Saved data entries
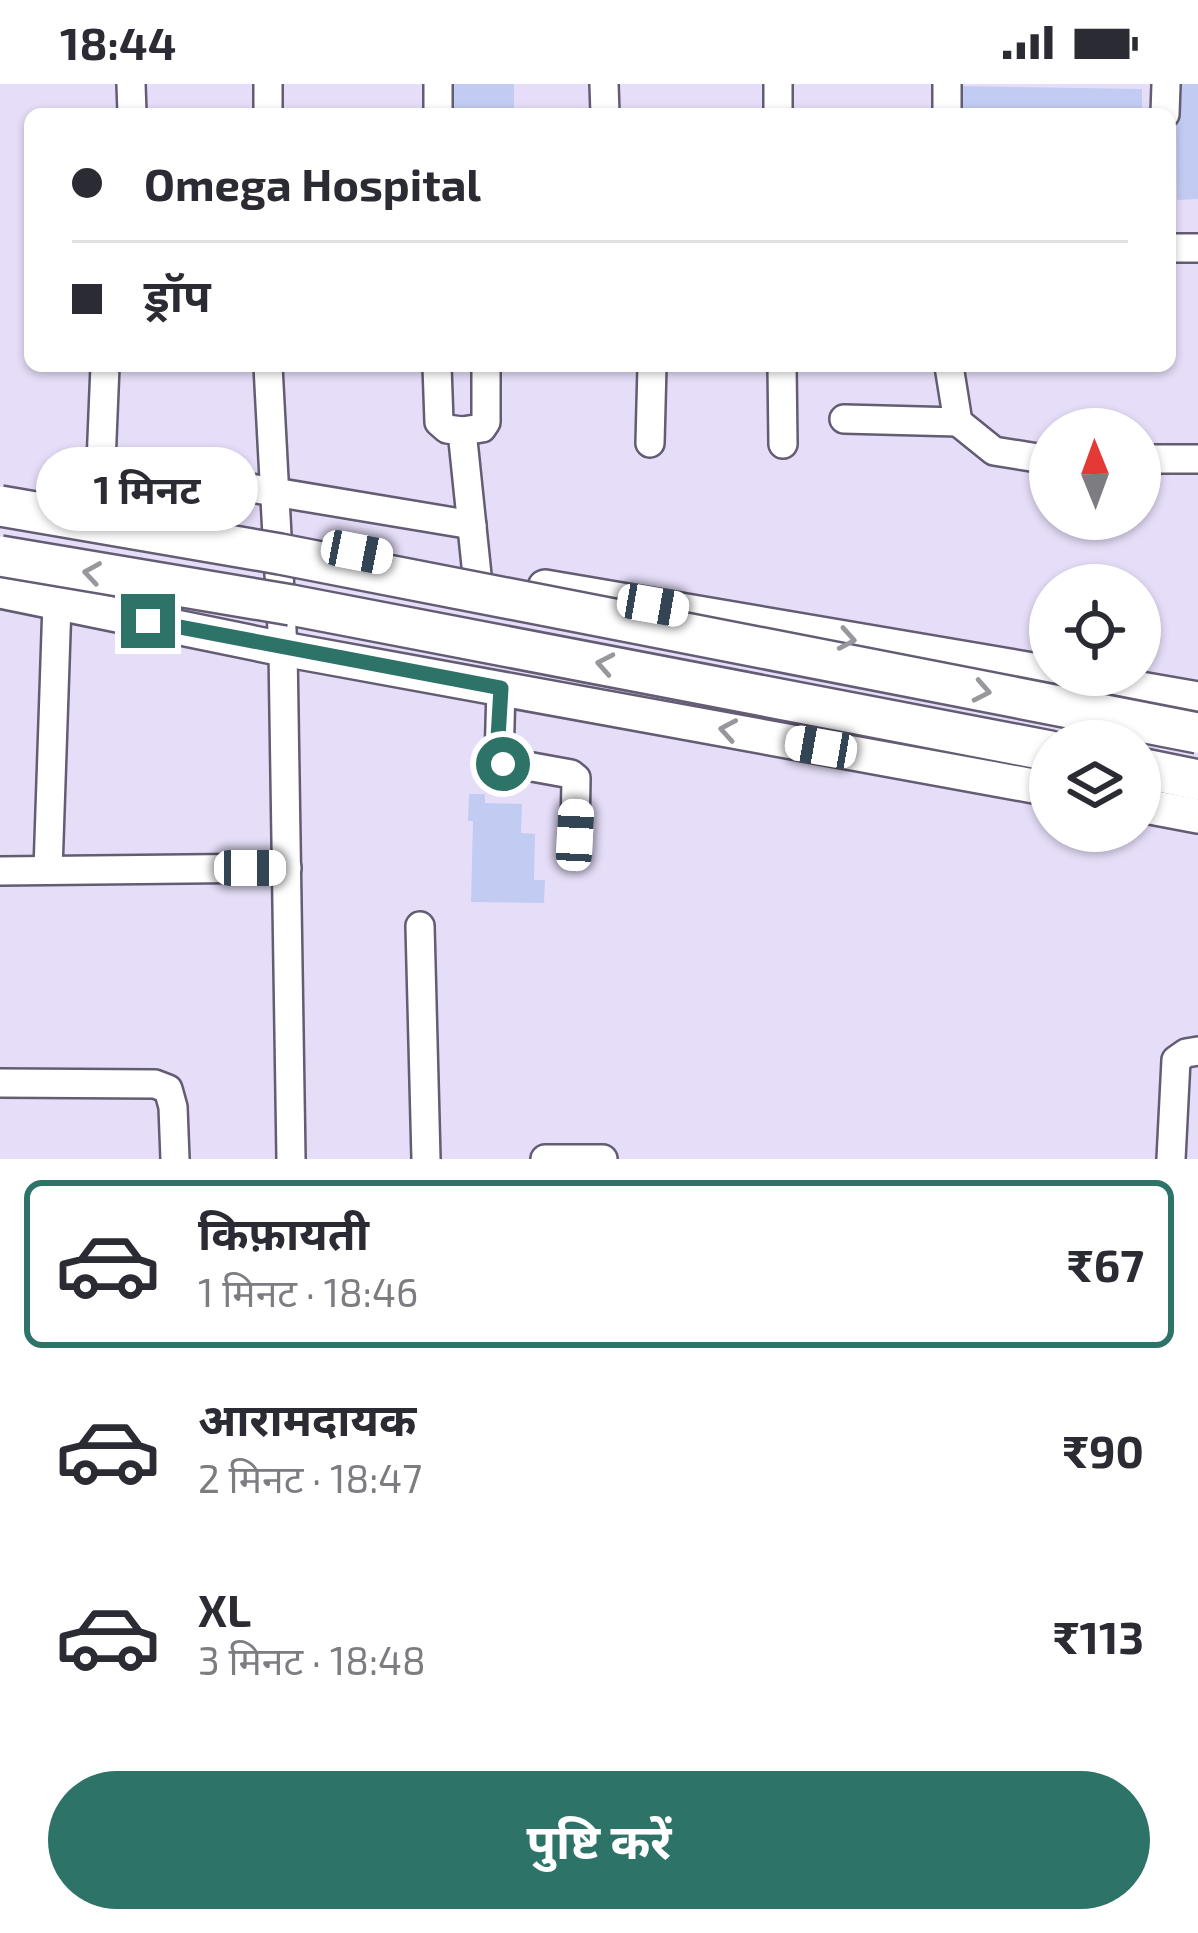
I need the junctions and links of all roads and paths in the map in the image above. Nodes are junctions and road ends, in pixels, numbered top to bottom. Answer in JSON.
{"nodes":[{"id":1,"x":105,"y":372,"type":"edge"},
{"id":2,"x":268,"y":372,"type":"edge"},
{"id":3,"x":437,"y":372,"type":"edge"},
{"id":4,"x":486,"y":372,"type":"edge"},
{"id":5,"x":652,"y":372,"type":"edge"},
{"id":6,"x":782,"y":372,"type":"edge"},
{"id":7,"x":950,"y":372,"type":"edge"},
{"id":8,"x":844,"y":419,"type":"dead end"},
{"id":9,"x":958,"y":422,"type":"junction"},
{"id":10,"x":462,"y":431,"type":"junction"},
{"id":11,"x":650,"y":442,"type":"dead end"},
{"id":12,"x":783,"y":443,"type":"dead end"},
{"id":13,"x":1029,"y":457,"type":"edge"},
{"id":14,"x":1161,"y":459,"type":"edge"},
{"id":15,"x":1198,"y":459,"type":"edge"},
{"id":16,"x":0,"y":489,"type":"edge"},
{"id":17,"x":275,"y":495,"type":"junction"},
{"id":18,"x":0,"y":506,"type":"edge"},
{"id":19,"x":472,"y":525,"type":"junction"},
{"id":20,"x":278,"y":536,"type":"junction"},
{"id":21,"x":0,"y":556,"type":"edge"},
{"id":22,"x":477,"y":575,"type":"junction"},
{"id":23,"x":0,"y":591,"type":"edge"},
{"id":24,"x":57,"y":603,"type":"junction"},
{"id":25,"x":283,"y":649,"type":"junction"},
{"id":26,"x":1029,"y":669,"type":"edge"},
{"id":27,"x":501,"y":688,"type":"junction"},
{"id":28,"x":1161,"y":693,"type":"edge"},
{"id":29,"x":1198,"y":699,"type":"edge"},
{"id":30,"x":1198,"y":733,"type":"edge"},
{"id":31,"x":1029,"y":747,"type":"edge"},
{"id":32,"x":1161,"y":772,"type":"edge"},
{"id":33,"x":1198,"y":780,"type":"edge"},
{"id":34,"x":1029,"y":785,"type":"edge"},
{"id":35,"x":1161,"y":809,"type":"edge"},
{"id":36,"x":1198,"y":816,"type":"edge"},
{"id":37,"x":575,"y":835,"type":"dead end"},
{"id":38,"x":287,"y":868,"type":"junction"},
{"id":39,"x":0,"y":871,"type":"edge"},
{"id":40,"x":48,"y":871,"type":"junction"},
{"id":41,"x":420,"y":926,"type":"dead end"},
{"id":42,"x":1198,"y":1051,"type":"edge"},
{"id":43,"x":0,"y":1084,"type":"edge"},
{"id":44,"x":176,"y":1159,"type":"edge"},
{"id":45,"x":291,"y":1159,"type":"edge"},
{"id":46,"x":426,"y":1159,"type":"edge"},
{"id":47,"x":545,"y":1159,"type":"edge"},
{"id":48,"x":603,"y":1159,"type":"edge"},
{"id":49,"x":1171,"y":1159,"type":"edge"}],
"edges":[{"from":1,"to":17,"type":"street"},
{"from":2,"to":17,"type":"street"},
{"from":3,"to":10,"type":"street"},
{"from":4,"to":10,"type":"street"},
{"from":5,"to":11,"type":"street"},
{"from":6,"to":12,"type":"street"},
{"from":7,"to":9,"type":"street"},
{"from":8,"to":9,"type":"street"},
{"from":9,"to":13,"type":"street"},
{"from":10,"to":19,"type":"street"},
{"from":14,"to":15,"type":"street"},
{"from":16,"to":20,"type":"main road"},
{"from":17,"to":19,"type":"street"},
{"from":17,"to":20,"type":"street"},
{"from":18,"to":30,"type":"highway","one_way":true,"bridge":true},
{"from":19,"to":22,"type":"street"},
{"from":20,"to":22,"type":"main road"},
{"from":20,"to":25,"type":"street"},
{"from":31,"to":21,"type":"highway","one_way":true,"bridge":true},
{"from":22,"to":26,"type":"main road","one_way":true},
{"from":23,"to":24,"type":"main road"},
{"from":24,"to":25,"type":"main road"},
{"from":24,"to":40,"type":"street"},
{"from":25,"to":27,"type":"main road"},
{"from":25,"to":38,"type":"street"},
{"from":34,"to":27,"type":"main road","one_way":true},
{"from":27,"to":37,"type":"street"},
{"from":28,"to":29,"type":"main road"},
{"from":32,"to":33,"type":"highway"},
{"from":35,"to":36,"type":"main road"},
{"from":38,"to":40,"type":"street"},
{"from":38,"to":45,"type":"street"},
{"from":39,"to":40,"type":"street"},
{"from":41,"to":46,"type":"street"},
{"from":42,"to":49,"type":"street"},
{"from":43,"to":44,"type":"street"},
{"from":47,"to":48,"type":"street"}]}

— TASK GOAL —
Please report only the count of lines in the entries above where the word "bridge" appears.

— COMPLETED TASK —
2